======== Source material ========
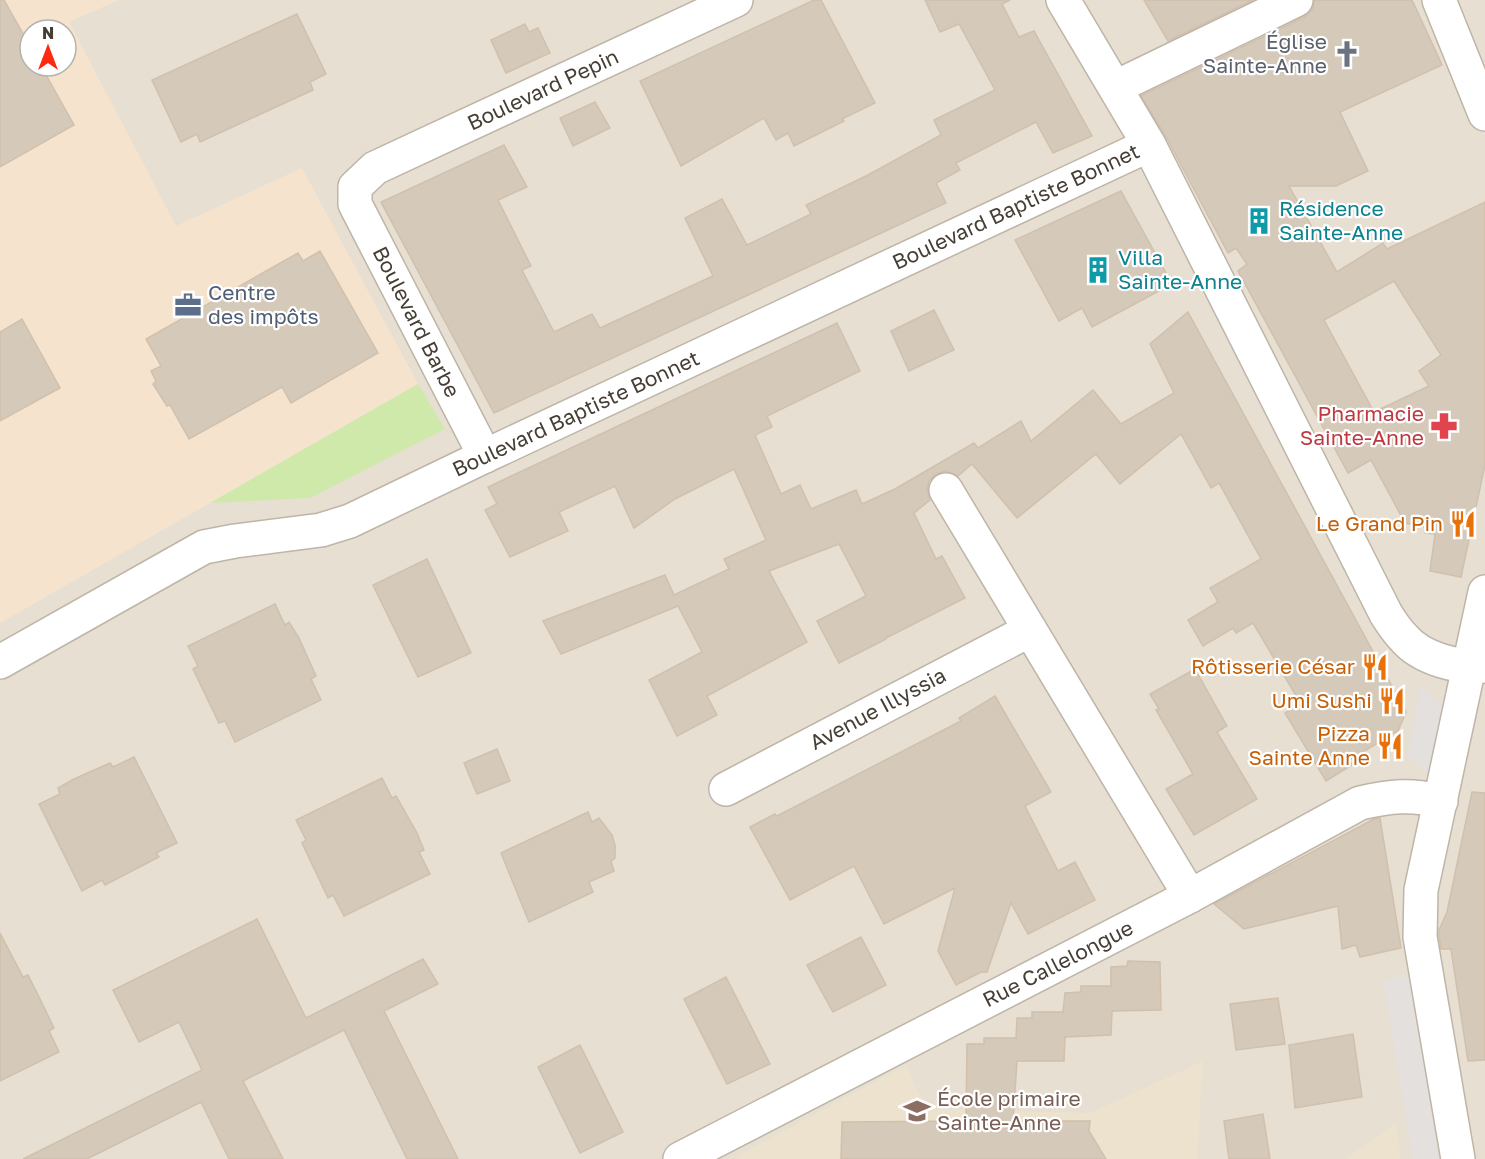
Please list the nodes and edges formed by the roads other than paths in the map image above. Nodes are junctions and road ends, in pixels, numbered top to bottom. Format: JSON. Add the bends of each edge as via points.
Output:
{"nodes":[{"id":1,"x":736,"y":0,"type":"edge"},
{"id":2,"x":1063,"y":0,"type":"edge"},
{"id":3,"x":1296,"y":0,"type":"edge"},
{"id":4,"x":1441,"y":1,"type":"edge"},
{"id":5,"x":1116,"y":87,"type":"junction"},
{"id":6,"x":1485,"y":114,"type":"edge"},
{"id":7,"x":1149,"y":145,"type":"junction"},
{"id":8,"x":356,"y":187,"type":"joint"},
{"id":9,"x":484,"y":456,"type":"junction"},
{"id":10,"x":946,"y":490,"type":"dead end"},
{"id":11,"x":1485,"y":592,"type":"edge"},
{"id":12,"x":1030,"y":630,"type":"junction"},
{"id":13,"x":0,"y":662,"type":"edge"},
{"id":14,"x":1478,"y":666,"type":"edge"},
{"id":15,"x":726,"y":789,"type":"dead end"},
{"id":16,"x":1441,"y":801,"type":"junction"},
{"id":17,"x":1190,"y":896,"type":"junction"},
{"id":18,"x":680,"y":1159,"type":"edge"},
{"id":19,"x":1458,"y":1159,"type":"edge"}],
"edges":[{"from":1,"to":8,"type":"street","name":"Boulevard Pepin","via":[[375,168]]},
{"from":2,"to":5,"type":"street"},
{"from":3,"to":5,"type":"street"},
{"from":4,"to":6,"type":"street"},
{"from":5,"to":7,"type":"street"},
{"from":7,"to":9,"type":"street","name":"Boulevard Baptiste Bonnet"},
{"from":7,"to":14,"type":"street","via":[[1386,614],[1404,639],[1427,656]]},
{"from":8,"to":9,"type":"street","name":"Boulevard Barbe","via":[[356,204]]},
{"from":9,"to":13,"type":"street","name":"Boulevard Baptiste Bonnet","via":[[350,521],[321,530],[204,547]]},
{"from":10,"to":12,"type":"street"},
{"from":11,"to":14,"type":"street"},
{"from":12,"to":15,"type":"street","name":"Avenue Illyssia"},
{"from":12,"to":17,"type":"street"},
{"from":14,"to":16,"type":"street"},
{"from":16,"to":17,"type":"street","name":"Rue Callelongue","via":[[1398,796],[1360,803]]},
{"from":16,"to":19,"type":"street","via":[[1421,890],[1420,937]]},
{"from":17,"to":18,"type":"street","name":"Rue Callelongue"}]}
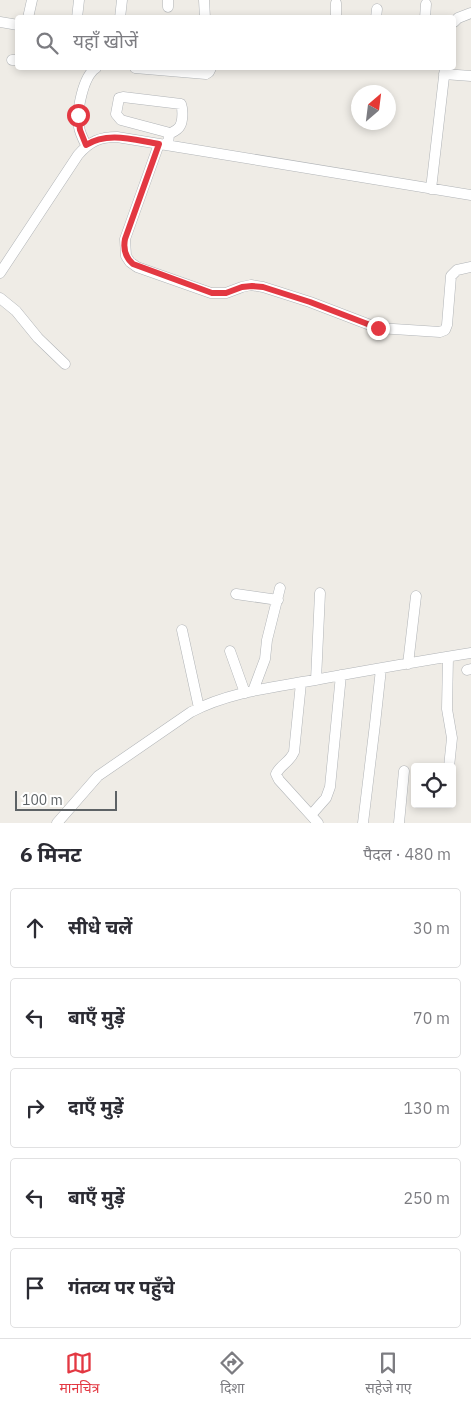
========
Action item:
Give an exact copy of the entries, excluding all pictures.

Written solution:
Please list the nodes and edges formed by the roads other than paths in the map image above. Nodes are junctions and road ends, in pixels, numbered top to bottom. Format: JSON. Add the bends of each edge as via points.
Output:
{"nodes":[{"id":1,"x":736,"y":0,"type":"edge"},
{"id":2,"x":1063,"y":0,"type":"edge"},
{"id":3,"x":1296,"y":0,"type":"edge"},
{"id":4,"x":1441,"y":1,"type":"edge"},
{"id":5,"x":1116,"y":87,"type":"junction"},
{"id":6,"x":1485,"y":114,"type":"edge"},
{"id":7,"x":1149,"y":145,"type":"junction"},
{"id":8,"x":356,"y":187,"type":"joint"},
{"id":9,"x":484,"y":456,"type":"junction"},
{"id":10,"x":946,"y":490,"type":"dead end"},
{"id":11,"x":1485,"y":592,"type":"edge"},
{"id":12,"x":1030,"y":630,"type":"junction"},
{"id":13,"x":0,"y":662,"type":"edge"},
{"id":14,"x":1478,"y":666,"type":"edge"},
{"id":15,"x":726,"y":789,"type":"dead end"},
{"id":16,"x":1441,"y":801,"type":"junction"},
{"id":17,"x":1190,"y":896,"type":"junction"},
{"id":18,"x":680,"y":1159,"type":"edge"},
{"id":19,"x":1458,"y":1159,"type":"edge"}],
"edges":[{"from":1,"to":8,"type":"street","name":"Boulevard Pepin","via":[[375,168]]},
{"from":2,"to":5,"type":"street"},
{"from":3,"to":5,"type":"street"},
{"from":4,"to":6,"type":"street"},
{"from":5,"to":7,"type":"street"},
{"from":7,"to":9,"type":"street","name":"Boulevard Baptiste Bonnet"},
{"from":7,"to":14,"type":"street","via":[[1386,614],[1404,639],[1427,656]]},
{"from":8,"to":9,"type":"street","name":"Boulevard Barbe","via":[[356,204]]},
{"from":9,"to":13,"type":"street","name":"Boulevard Baptiste Bonnet","via":[[350,521],[321,530],[204,547]]},
{"from":10,"to":12,"type":"street"},
{"from":11,"to":14,"type":"street"},
{"from":12,"to":15,"type":"street","name":"Avenue Illyssia"},
{"from":12,"to":17,"type":"street"},
{"from":14,"to":16,"type":"street"},
{"from":16,"to":17,"type":"street","name":"Rue Callelongue","via":[[1398,796],[1360,803]]},
{"from":16,"to":19,"type":"street","via":[[1421,890],[1420,937]]},
{"from":17,"to":18,"type":"street","name":"Rue Callelongue"}]}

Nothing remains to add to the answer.